Melbourne Haircare Brand Uses Reverse Engineering to Develop a Benchmark Shampoo
A Melbourne-based haircare entrepreneur planned to launch a conditioning shampoo targeting the salon-quality haircare market. The client had identified a successful international shampoo brand with strong customer demand and wanted to develop a comparable product for the Australian market.
However, the exact formulation of the benchmark product was unknown, and the client did not have internal laboratory capabilities to develop a formulation through conventional trial-and-error research.
To accelerate the development process and reduce uncertainty, the client provided a reference shampoo purchased from the market and requested haircare formulation analysis and cosmetic reverse engineering.
The goal of the project was not simply to replicate the product but to understand the functional ingredient system behind the formulation, including the surfactant blend, conditioning agents, viscosity modifiers, and preservative system.
Through reverse engineering, the client aimed to quickly obtain a practical formulation structure that could be manufactured while maintaining flexibility in ingredient sourcing and cost control.
After the formulation was reconstructed, the client chose a semi-contract manufacturing model: the brand would source key raw materials and packaging directly, while a professional filling facility would handle production and bottling.
This approach allowed the startup to maintain control over product costs and supply chain decisions while still benefiting from experienced manufacturing infrastructure.
Labsure’s Approach
With the reconstructed shampoo formulation and production strategy in place, the Melbourne brand was able to move quickly from concept to production.
The semi-contract manufacturing model enabled the client to maintain flexibility in ingredient sourcing and packaging while relying on experienced manufacturers for production and filling.

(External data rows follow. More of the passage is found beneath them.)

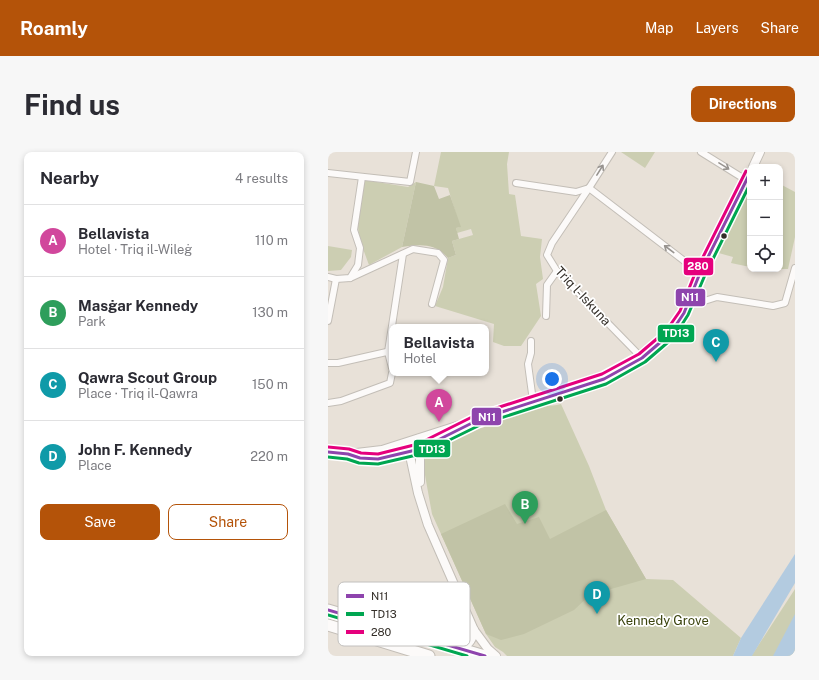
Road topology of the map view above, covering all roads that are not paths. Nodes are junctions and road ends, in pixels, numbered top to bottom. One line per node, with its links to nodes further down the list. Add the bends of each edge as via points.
1 (416, 152): 8 (street, via 410,182)
2 (612, 152): 11 (street, one-way to 2)
3 (701, 152): 7 (street, one-way to 7)
4 (760, 152): 5 (street)
5 (754, 164)
6 (328, 173): 8 (street)
7 (747, 175)
8 (362, 177): 17 (street, via 354,230 360,248 358,265)
9 (747, 178): 15 (street)
10 (516, 183): 11 (street, via 576,192)
11 (589, 188): 13 (street, Triq l-Iskuna, via 552,243 547,256); 15 (street, one-way to 11)
12 (403, 254): 17 (street); 20 (street, via 413,249 438,253 444,260); 23 (street)
13 (557, 271): 21 (street, via 547,286); 26 (street, Triq l-Iskuna)
14 (795, 271): 19 (street, via 785,303 773,306 717,297 698,303)
15 (700, 273): 19 (street)
16 (328, 277): 18 (street)
17 (350, 278): 18 (street)
18 (336, 279): 22 (street)
19 (688, 303): 26 (street, via 670,334)
20 (432, 304)
21 (546, 316)
22 (328, 321)
23 (394, 324)
24 (532, 341): 29 (street, via 528,364)
25 (389, 351): 27 (street)
26 (642, 358): 29 (street, via 604,379)
27 (328, 363)
28 (391, 376): 30 (street, via 390,383 341,401)
29 (533, 401): 31 (street, via 480,419)
30 (328, 403)
31 (415, 446): 33 (street); 33 (street, via 378,459); 34 (street); 34 (street)
32 (328, 452): 33 (street)
33 (348, 454)
34 (422, 505): 35 (street)
35 (453, 582)
36 (328, 610): 37 (highway)
37 (338, 613)
38 (470, 621): 41 (street)
39 (328, 625): 40 (highway)
40 (338, 628)
41 (474, 630): 42 (street); 49 (street)
42 (470, 642)
43 (396, 646): 47 (highway)
44 (452, 646): 46 (highway)
45 (465, 646): 46 (street)
46 (462, 649): 48 (highway)
47 (429, 656)
48 (484, 656)
49 (496, 656)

By starting with cosmetic reverse engineering and formulation analysis, the client avoided months of laboratory trial-and-error work and gained a clear formulation structure that could be manufactured and optimised.
The resulting product allowed the brand to enter the competitive haircare market with a professionally structured formulation while maintaining control over cost and supply chain decisions.
The reference shampoo was analysed using advanced laboratory techniques to identify the key formulation components, including primary surfactants, secondary surfactants, conditioning polymers, and viscosity modifiers.
Analytical methods such as GC-MS and LC-MS were used to detect fragrance carriers, preservatives, and functional additives within the formulation.
Rather than only identifying ingredients individually, Labsure focused on reconstructing the functional architecture of the shampoo formulation, including:
cleansing surfactant system
conditioning agents for hair softness
viscosity and texture modifiers
preservative and stabilisation system
Understanding how these components interacted allowed the development of a stable and manufacturable reference formulation.
Based on the analytical data, Labsure developed a reconstructed formulation that reflected the functional performance of the benchmark product while ensuring that ingredients could be sourced through reliable suppliers.
The formulation was adjusted where necessary to maintain stability, manufacturability, and regulatory compliance for cosmetic products in Australia.
Because the client wanted to maintain control over supply costs, we recommended a semi-contract manufacturing pathway.
Under this model:
the brand sourced raw materials and packaging independently
a professional manufacturing partner performed mixing, filling, and bottling
This strategy allowed the brand to balance cost control, product quality, and production efficiency while preparing for future scale-up.